Gardiner Institute, Western Infirmary, Glasgow, G11 6NT, UK.
Osteoporos Int. 2011 Jul;22(7):2083-98. doi: 10.1007/s00198-011-1534-0. Epub 2011 May 24.
The cost-effectiveness of Fracture Liaison Services (FLSs) for prevention of secondary fracture in osteoporosis patients in the United Kingdom (UK), and the cost associated with their widespread adoption, were evaluated. An estimated 18 fractures were prevented and £21,000 saved per 1,000 patients. Setup across the UK would cost an estimated £9.7 million.

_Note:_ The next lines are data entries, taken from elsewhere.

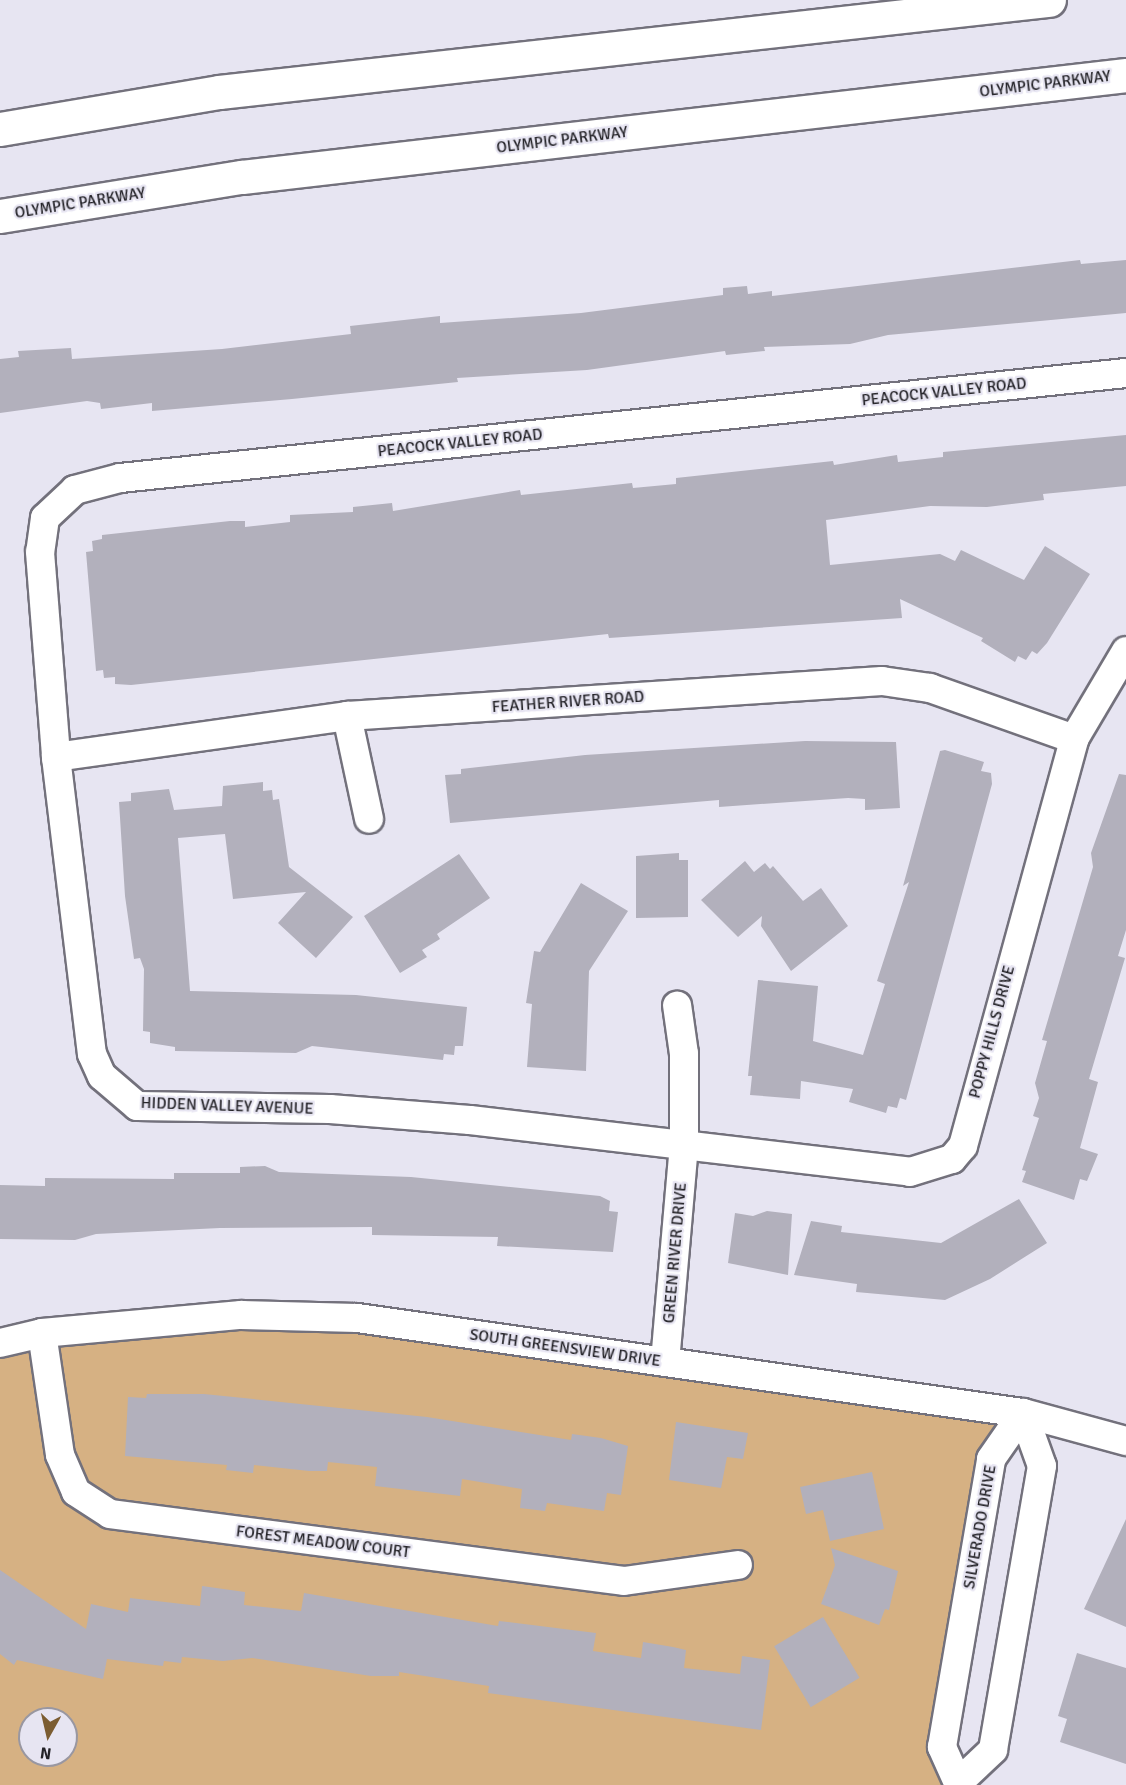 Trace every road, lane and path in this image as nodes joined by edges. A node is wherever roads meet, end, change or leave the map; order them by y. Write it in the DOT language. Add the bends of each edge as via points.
graph roads {
  1 [pos="1049,0"];
  2 [pos="1126,75"];
  3 [pos="0,129"];
  4 [pos="0,216"];
  5 [pos="1126,373"];
  6 [pos="1126,651"];
  7 [pos="347,716"];
  8 [pos="1074,738"];
  9 [pos="56,757"];
  10 [pos="369,819"];
  11 [pos="677,1005"];
  12 [pos="684,1143"];
  13 [pos="42,1333"];
  14 [pos="0,1343"];
  15 [pos="665,1362"];
  16 [pos="1023,1413"];
  17 [pos="1126,1441"];
  18 [pos="738,1565"];
  19 [pos="963,1784"];
  1 -- 3 [label="main road" via="219,92"];
  2 -- 4 [label="main road, OLYMPIC PARKWAY" via="242,177"];
  5 -- 9 [label="street, PEACOCK VALLEY ROAD" via="94,483 75,490 45,518 42,541"];
  6 -- 8 [label="street, POPPY HILLS DRIVE"];
  7 -- 8 [label="street, FEATHER RIVER ROAD" via="882,681 930,688"];
  7 -- 9 [label="street, FEATHER RIVER ROAD"];
  7 -- 10 [label="street"];
  8 -- 12 [label="street, POPPY HILLS DRIVE" via="963,1146 952,1159 910,1172"];
  9 -- 12 [label="street, HIDDEN VALLEY AVENUE" via="92,1054 102,1076 137,1106 330,1109"];
  11 -- 12 [label="street, GREEN RIVER DRIVE" via="684,1054"];
  12 -- 15 [label="street, GREEN RIVER DRIVE"];
  13 -- 14 [label="street, SOUTH GREENSVIEW DRIVE"];
  13 -- 15 [label="street, SOUTH GREENSVIEW DRIVE" via="241,1315 357,1318"];
  13 -- 18 [label="street, FOREST MEADOW COURT" via="60,1455 76,1492 110,1515 624,1581"];
  15 -- 16 [label="street, SOUTH GREENSVIEW DRIVE"];
  16 -- 17 [label="street, SOUTH GREENSVIEW DRIVE"];
  16 -- 19 [label="street, SILVERADO DRIVE" via="1042,1466 993,1750"];
  16 -- 19 [label="street, SILVERADO DRIVE" via="991,1459 942,1748"];
}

Only 11% to 28% of patients with a fragility fracture receive osteoporosis treatment in the UK. FLSs provide an efficient means to identify patients and are endorsed by the Department of Health but have not been widely adopted. The objective of this study was to evaluate the cost-effectiveness of FLSs in the UK and the cost associated with their widespread adoption.
A cost-effectiveness and budget-impact model was developed, utilising detailed audit data collected by the West Glasgow FLS.
For a hypothetical cohort of 1,000 fragility-fracture patients (740 requiring treatment), 686 received treatment in the FLS compared with 193 in usual care. Assessments and osteoporosis treatments cost an additional £83,598 and £206,544, respectively, in the FLS; 18 fractures (including 11 hip fractures) were prevented, giving an overall saving of £21,000. Setup costs for widespread adoption of FLSs across the UK were estimated at £9.7 million.
FLSs are cost-effective for the prevention of further fractures in fragility-fracture patients. The cost of widespread adoption of FLS across the UK is small in comparison with other service provision and would be expected to result in important benefits in fractures avoided and reduced hospital bed occupancy.
本研究旨在评估英国骨折联络服务(Fracture Liaison Services,FLSs)在预防骨质疏松症患者再次骨折方面的成本效益,以及广泛采用 FLSs 所带来的成本。研究估计,每 1000 名患者可预防 18 例骨折,节省 21000 英镑。在英国全面推广 FLSs 的成本估计为 970 万英镑。
在英国,仅有 11%至 28%的脆性骨折患者接受骨质疏松症治疗。FLSs 是一种有效的识别患者的方法,得到了卫生部的认可,但尚未得到广泛应用。本研究的目的是评估英国 FLSs 的成本效益,以及广泛应用所带来的成本。
采用详细的西格拉斯哥 FLS 审计数据,建立了成本效益和预算影响模型。
对于 1000 名脆性骨折患者(740 例需要治疗)的假设队列,686 例在 FLS 中接受了治疗,而在常规护理中仅为 193 例。在 FLS 中,评估和骨质疏松症治疗分别增加了 83598 英镑和 206544 英镑的额外费用;预防了 18 例骨折(包括 11 例髋部骨折),总体节省了 21000 英镑。在英国全面推广 FLS 的设置成本估计为 970 万英镑。
FLSs 在预防脆性骨折患者再次骨折方面具有成本效益。在英国全面推广 FLS 的成本与其他服务提供相比很小,预计将在避免骨折和减少医院床位占用方面带来重要效益。